Some of our data also shows that the more specific the messages the better – simply telling voters that Biden is experienced may not work as well as telling them the details that very few likely know. For example, when talking about Biden’s upbringing, we didn’t just assert that he was working class, we gave details: “Joe Biden knows what it’s like for working-class Americans because he was born and raised in a working-class American family. His family struggled when he was a child, and for several years they had to live with their grandparents. Growing up in Scranton, Pennsylvania, his father had a hard time finding work as factories closed and coal mines shuttered. His family eventually moved to Delaware for new opportunities, where Biden now lives. He ran for US Senate for the first time to expand access to affordable health care to improve the lives of working-class families like his. He understands what it’s like for hard-working Americans because that’s who he is – and promises to advocate for them every day.”

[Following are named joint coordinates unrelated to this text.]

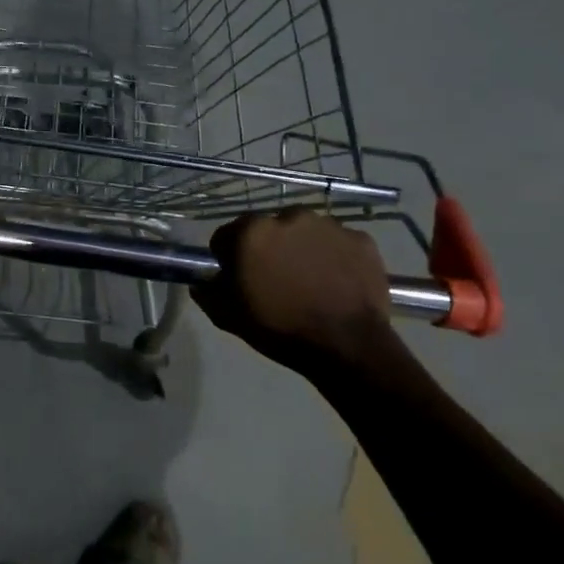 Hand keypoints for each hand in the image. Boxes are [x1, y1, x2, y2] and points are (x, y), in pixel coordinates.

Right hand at [193, 209, 396, 365]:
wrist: (348, 346)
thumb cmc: (280, 330)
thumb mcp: (229, 317)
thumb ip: (208, 292)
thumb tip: (203, 281)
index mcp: (251, 233)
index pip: (226, 236)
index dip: (229, 258)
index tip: (239, 279)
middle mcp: (289, 216)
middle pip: (267, 228)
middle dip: (267, 248)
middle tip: (275, 280)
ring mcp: (329, 225)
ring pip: (303, 232)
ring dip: (300, 248)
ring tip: (308, 280)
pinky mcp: (360, 238)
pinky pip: (337, 242)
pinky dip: (333, 256)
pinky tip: (335, 281) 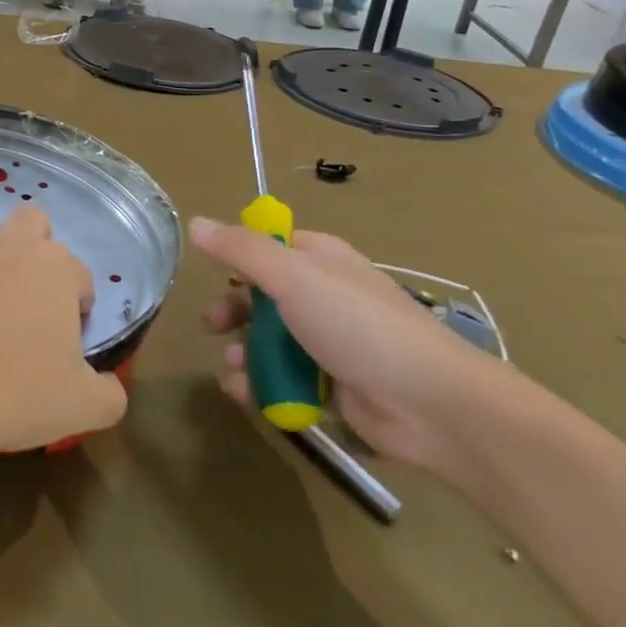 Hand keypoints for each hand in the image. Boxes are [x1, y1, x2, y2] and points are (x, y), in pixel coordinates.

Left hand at [0, 207, 126, 473]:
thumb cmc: (17, 395)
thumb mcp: (85, 408)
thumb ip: (109, 393)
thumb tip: (109, 385)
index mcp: (55, 270)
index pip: (81, 275)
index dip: (79, 307)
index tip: (69, 343)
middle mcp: (7, 250)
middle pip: (31, 220)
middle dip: (36, 247)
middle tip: (31, 297)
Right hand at [190, 217, 509, 473]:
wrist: (430, 404)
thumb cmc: (357, 326)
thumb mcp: (293, 277)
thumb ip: (242, 250)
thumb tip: (195, 222)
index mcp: (321, 260)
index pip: (272, 246)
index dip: (239, 256)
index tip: (211, 270)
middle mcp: (325, 297)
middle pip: (265, 297)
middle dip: (234, 311)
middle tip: (212, 326)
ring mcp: (330, 344)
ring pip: (271, 343)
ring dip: (244, 354)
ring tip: (233, 368)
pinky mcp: (333, 388)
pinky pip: (285, 382)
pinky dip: (261, 388)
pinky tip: (244, 395) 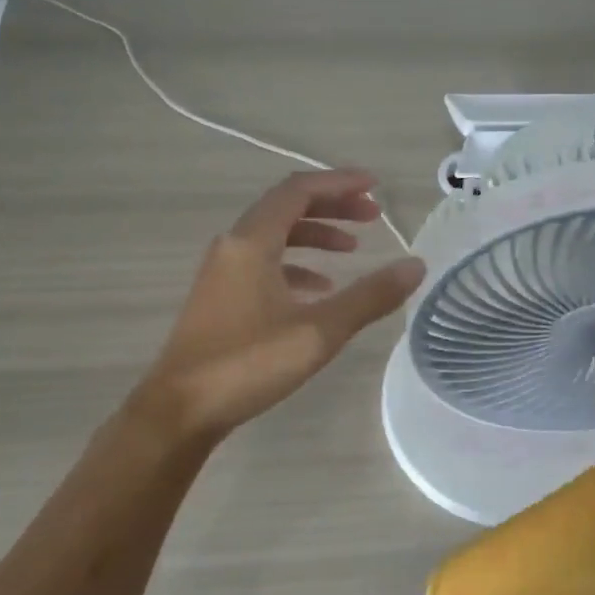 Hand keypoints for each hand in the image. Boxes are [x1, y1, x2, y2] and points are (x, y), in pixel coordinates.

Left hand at [140, 170, 425, 441]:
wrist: (179, 411)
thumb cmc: (248, 363)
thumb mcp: (319, 331)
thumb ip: (369, 296)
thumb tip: (415, 265)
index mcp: (252, 242)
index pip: (299, 191)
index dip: (340, 183)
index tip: (376, 186)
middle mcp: (234, 246)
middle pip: (287, 208)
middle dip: (332, 206)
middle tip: (373, 216)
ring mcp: (223, 272)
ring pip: (275, 236)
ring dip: (315, 235)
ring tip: (352, 250)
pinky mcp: (221, 297)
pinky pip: (264, 264)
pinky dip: (296, 265)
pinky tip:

There are some organizations running ads about Biden – Republican ones. The vast majority of ads about Biden have been negative hits on him from Republicans, leaving many voters who don’t know much about Biden to hear only the negative perspective. It is puzzling that Democratic-aligned organizations are focusing overwhelmingly on attacking Trump and have all but surrendered the task of defining Biden to the Republican side.
Two organizations did run outright pro-Biden broadcast TV ads: Unite the Country, a Democratic SuperPAC, and the Lincoln Project, a group of anti-Trump Republicans. This pattern resembles the 2016 Presidential election, when Democratic organizations ran very few positive, pro-Clinton broadcast TV ads, instead overwhelmingly running ads attacking Trump.
Writing and running pro-Biden ads is eminently possible (see the Lincoln Project’s ad here, as an example). While attacking Trump might be a motivating and unifying force on the left following a primary that left many progressives disappointed, when it comes to changing voter’s minds about the general election, Democratic campaigns may do well to focus more on informing voters of what they do not know – which includes nearly everything about Biden – than on trying to change their minds about the candidate who has already been on their TV screens non-stop for over four years.